> [Task inputs]:
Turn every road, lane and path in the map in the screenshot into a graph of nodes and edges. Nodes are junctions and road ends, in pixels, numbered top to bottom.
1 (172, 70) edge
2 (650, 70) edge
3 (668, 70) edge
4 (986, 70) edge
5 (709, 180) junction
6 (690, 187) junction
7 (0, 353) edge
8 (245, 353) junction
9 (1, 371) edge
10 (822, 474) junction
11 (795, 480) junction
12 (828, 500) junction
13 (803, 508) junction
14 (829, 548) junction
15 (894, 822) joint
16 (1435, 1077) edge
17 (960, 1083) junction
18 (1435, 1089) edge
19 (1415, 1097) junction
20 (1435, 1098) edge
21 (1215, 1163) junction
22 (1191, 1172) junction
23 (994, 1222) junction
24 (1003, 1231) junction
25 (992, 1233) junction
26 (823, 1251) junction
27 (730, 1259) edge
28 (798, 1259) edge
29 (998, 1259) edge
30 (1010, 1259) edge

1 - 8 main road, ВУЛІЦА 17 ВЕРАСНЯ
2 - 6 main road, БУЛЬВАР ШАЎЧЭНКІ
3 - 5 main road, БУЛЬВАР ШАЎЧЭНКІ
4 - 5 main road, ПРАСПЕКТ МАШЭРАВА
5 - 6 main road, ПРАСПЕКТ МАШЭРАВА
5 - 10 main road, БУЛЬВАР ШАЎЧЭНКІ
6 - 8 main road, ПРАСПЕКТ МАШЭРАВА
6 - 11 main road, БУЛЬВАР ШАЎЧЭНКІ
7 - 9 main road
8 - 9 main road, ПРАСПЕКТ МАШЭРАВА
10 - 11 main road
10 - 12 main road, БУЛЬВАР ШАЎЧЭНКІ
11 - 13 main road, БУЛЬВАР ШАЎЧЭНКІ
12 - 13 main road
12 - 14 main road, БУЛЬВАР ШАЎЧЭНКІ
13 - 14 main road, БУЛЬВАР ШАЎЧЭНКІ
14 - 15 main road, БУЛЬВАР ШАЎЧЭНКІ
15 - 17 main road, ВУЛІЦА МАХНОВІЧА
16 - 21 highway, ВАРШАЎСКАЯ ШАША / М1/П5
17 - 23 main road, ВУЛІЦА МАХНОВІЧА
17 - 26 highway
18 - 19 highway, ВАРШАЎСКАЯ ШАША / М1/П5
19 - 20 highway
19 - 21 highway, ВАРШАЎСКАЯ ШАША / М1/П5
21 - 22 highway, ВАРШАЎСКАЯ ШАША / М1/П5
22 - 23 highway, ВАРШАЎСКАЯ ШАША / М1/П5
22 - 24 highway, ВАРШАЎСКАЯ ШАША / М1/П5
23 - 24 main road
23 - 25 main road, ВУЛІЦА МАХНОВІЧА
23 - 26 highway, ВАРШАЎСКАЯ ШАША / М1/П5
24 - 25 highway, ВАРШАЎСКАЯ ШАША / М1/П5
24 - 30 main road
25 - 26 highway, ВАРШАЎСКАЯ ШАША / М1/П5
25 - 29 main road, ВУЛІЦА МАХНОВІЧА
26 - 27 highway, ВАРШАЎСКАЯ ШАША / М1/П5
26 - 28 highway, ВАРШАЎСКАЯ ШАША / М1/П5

> [What is required]:
Each of the records should be written out again, exactly as it reads.

> [Answer box]:
Turn every road, lane and path in the map in the screenshot into a graph of nodes and edges. Nodes are junctions and road ends, in pixels, numbered top to bottom.
1 (172, 70) edge
2 (650, 70) edge
3 (668, 70) edge
4 (986, 70) edge
5 (709, 180) junction
6 (690, 187) junction
7 (0, 353) edge
8 (245, 353) junction
9 (1, 371) edge
10 (822, 474) junction
11 (795, 480) junction
12 (828, 500) junction
13 (803, 508) junction
14 (829, 548) junction
15 (894, 822) joint
16 (1435, 1077) edge
17 (960, 1083) junction
18 (1435, 1089) edge
19 (1415, 1097) junction
20 (1435, 1098) edge
21 (1215, 1163) junction
22 (1191, 1172) junction
23 (994, 1222) junction
24 (1003, 1231) junction
25 (992, 1233) junction
26 (823, 1251) junction
27 (730, 1259) edge
28 (798, 1259) edge
29 (998, 1259) edge
30 (1010, 1259) edge

1 - 8 main road, ВУЛІЦА 17 ВЕРАСНЯ
2 - 6 main road, БУЛЬВАР ШАЎЧЭНКІ
3 - 5 main road, БУЛЬВАР ШАЎЧЭНКІ
4 - 5 main road, ПРАСПЕКТ МАШЭРАВА
5 - 6 main road, ПРАСПЕКТ МАШЭРАВА
5 - 10 main road, БУЛЬВАР ШАЎЧЭНКІ
6 - 8 main road, ПРАСПЕКТ МАШЭРАВА
6 - 11 main road, БУЛЬВАР ШАЎЧЭНКІ
7 - 9 main road
8 - 9 main road, ПРАСПЕКТ МАШЭРАВА
10 - 11 main road
10 - 12 main road, БУЛЬВАР ШАЎЧЭНКІ
11 - 13 main road, БУЛЬВАР ШАЎЧЭНКІ
12 - 13 main road
12 - 14 main road, БУЛЬВАР ШАЎЧЭНКІ
13 - 14 main road, БУЛЬВАР ШАЎЧЭНКІ
14 - 15 main road, БУЛЬВАР ШАЎЧЭНКІ
15 - 17 main road, ВУЛІЦА МАХНОВІЧА
16 - 21 highway, ВАРШАЎСКАЯ ШАША / М1/П5
17 - 23 main road, ВУЛІЦА МАХНОВІЧА
17 - 26 highway
18 - 19 highway, ВАРШАЎСКАЯ ШАША / М1/П5
19 - 20 highway
19 - 21 highway, ВАРШАЎСКАЯ ШАША / М1/П5
21 - 22 highway, ВАРШАЎСКАЯ ШАША / М1/П5
22 - 23 highway, ВАРШАЎСКАЯ ШАША / М1/П5
22 - 24 highway, ВАРШАЎСКАЯ ШАША / М1/П5
23 - 24 main road
23 - 25 main road, ВУЛІЦА МАХНОВІЧА
23 - 26 highway, ВАРШАЎСКАЯ ШАША / М1/П5
24 - 25 highway, ВАРШАЎСКАЯ ШАША / М1/П5
24 - 30 main road
25 - 26 highway, ВАРШАЎСКАЯ ШАША / М1/П5
25 - 29 main road, ВУЛІЦА МАХНОВІЧА
26 - 27 highway, ВАРШАЎСКАЯ ШАША / М1/П5
26 - 28 highway, ВАРШАЎСКАЯ ШАША / М1/П5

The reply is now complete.